Gaia Gestri and Steve Wilson
Original paper reference:
Six3 functions in anterior neural plate specification by promoting cell proliferation and inhibiting Bmp4 expression
During development of the embryo, cells make decisions about the tissues they will contribute to and how they will differentiate. The outer layer of the embryo is called ectoderm and cells in this layer make the nervous system (brain and spinal cord) and the skin as well as migratory cells called neural crest. How do the ectoderm cells know which of these tissues to form? Within cells there are genes that encode proteins called transcription factors that act as molecular switches turning on different developmental programmes that control cell identity. In this study, we explored how one such transcription factor, called Six3, promotes the ability of cells to form eyes and brain.
Six3 is sometimes called a 'master regulator' for eye and forebrain development in that it is necessary and sufficient for the eyes and brain to form. What this means is that in gain of function experiments (in which the embryos express more Six3 protein), embryos show brain enlargement and ectopic eye structures (see the arrow pointing to 'the third eye' in Fig.1) while in loss of function experiments (where the Six3 protein is absent or not functioning) embryos show reduction of the most anterior part of the brain and no eyes (Fig. 1, right).
So how might Six3 control brain and eye development? With this in mind, we asked when and how Six3 exerts it function taking advantage of both the frog, Xenopus laevis, and the zebrafish as model systems for our experiments.
The processes that regulate brain development start at the early neural plate stage, this is much earlier than the first morphological appearance of the eye and the brain. The neural plate is a sheet of cells that will form both the brain and the eyes and at first, it is continuous with a sheet of cells called the epidermis that will form the skin. It is the anterior part of the neural plate, ANP, (Fig. 2 red) that gives rise to the brain and eyes (Fig. 2).

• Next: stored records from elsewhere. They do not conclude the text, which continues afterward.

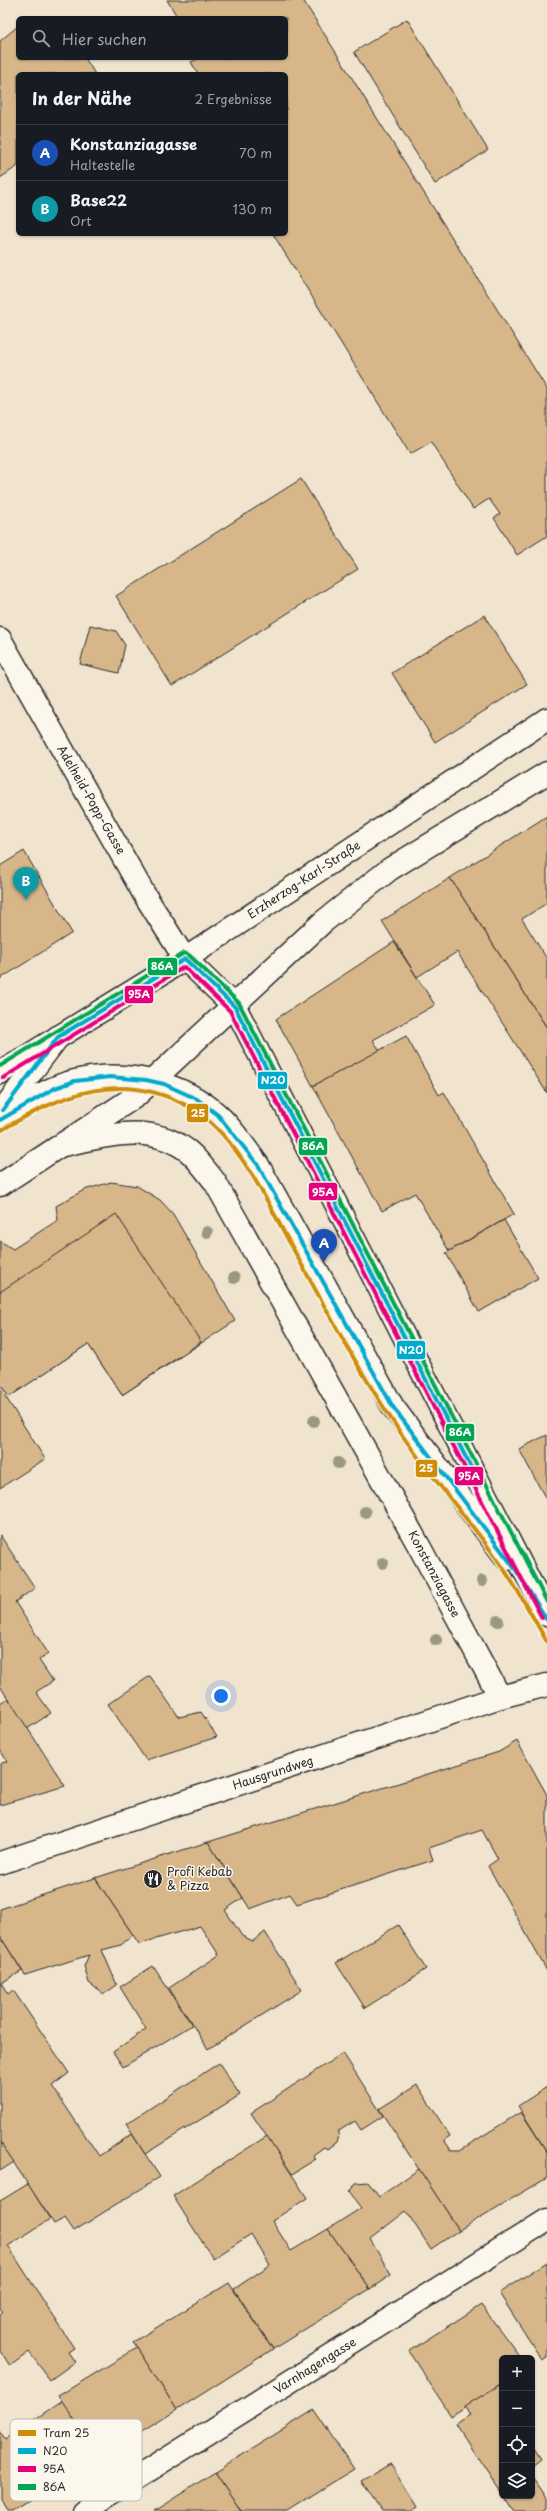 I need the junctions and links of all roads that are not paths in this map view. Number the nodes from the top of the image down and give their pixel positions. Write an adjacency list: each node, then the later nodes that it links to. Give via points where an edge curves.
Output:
1 (0, 639): 4 (street, Adelheid-Popp-Gasse, via 144,894)
2 (547, 719): 4 (street, Erzherzog-Karl-Straße)
3 (547, 773): 5 (street, via 390,869 323,922)
4 (185, 959): 5 (street); 6 (street, Erzherzog-Karl-Straße)
5 (235, 1007): 8 (street); 13 (street)
6 (58, 1037): 7 (street, Erzherzog-Karl-Straße); 9 (street, Erzherzog-Karl-Straße)
7 (0, 1073)
8 (153, 1082): 10 (street, via 104,1076 75,1081 50,1090); 11 (street); 14 (street, via 186,1093 206,1106 240,1141 277,1199 393,1407 516,1570)
9 (0, 1114)
10 (0, 1120)
11 (63, 1145): 12 (street); 16 (street, Konstanziagasse, via 117,1134 159,1135 189,1152 215,1182 419,1546)
12 (0, 1185)
13 (547, 1615)
14 (547, 1620)
15 (547, 1685): 16 (street, Hausgrundweg)
16 (500, 1697): 17 (street, Hausgrundweg)
17 (0, 1863)
18 (547, 2220): 19 (street, Varnhagengasse)
19 (142, 2475)
20 (100, 2501): 21 (street, Varnhagengasse)
21 (84, 2511) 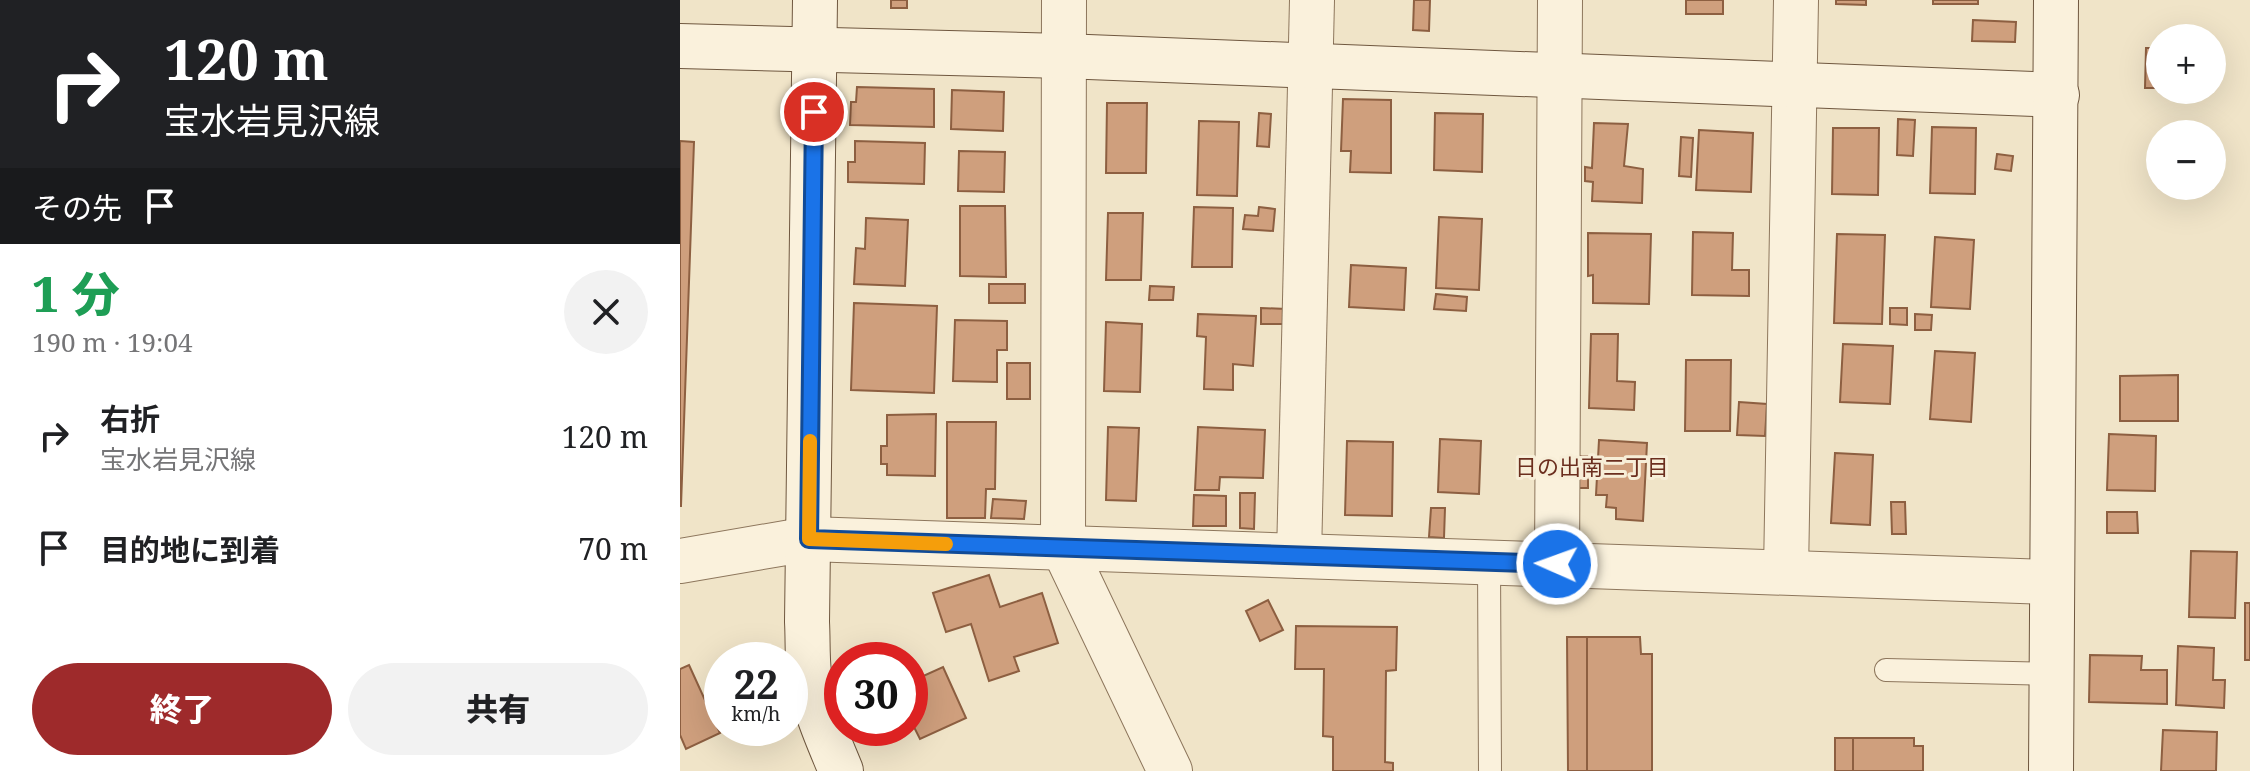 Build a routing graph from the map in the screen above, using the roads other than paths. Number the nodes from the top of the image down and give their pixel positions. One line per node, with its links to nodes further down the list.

Given that the ANP has the capacity to form the brain and eyes, then the key genes that control eye and brain development must already be active in the ANP. These ANP genes must positively confer brain/eye identity as well making sure that the cells don't acquire the identity of the surrounding tissues such as the posterior neural plate (blue in Fig. 2), that will give rise to the spinal cord, and the surrounding epidermis that will give rise to the skin (brown in Fig 2). In our study we found that Six3 plays key roles in both specification and maintenance of the brain/eye promoting properties of the ANP.
One of the properties of the ANP is that it is more highly proliferative compared with the posterior neural plate and we found that Six3, expressed in this territory, promotes proliferation and represses the production of neurons.
The ANP is surrounded by the epidermis, (Fig. 3) that will later form the skin. The epidermis produces a signal, called Bmp, that has the ability to inhibit expression of ANP genes. We found that Six3 switches off Bmp expression (Fig. 3 middle) ensuring the maintenance of the ANP as a Bmp-free domain. This is really important given that if Six3 function is lost, Bmp signalling encroaches into the ANP (Fig. 3 right) and doing so, leads to embryos with severely reduced anterior brain and eyes and expanded epidermis (Fig. 1 right panel).
In humans, mutations in Six3 can lead to severe congenital abnormalities of the brain and eyes, and this study has helped to elucidate the function of this gene, one of the most important genes for brain and eye development.
This study was done as a collaboration between Guiseppina Barsacchi's lab in Pisa and Steve Wilson's lab here at UCL.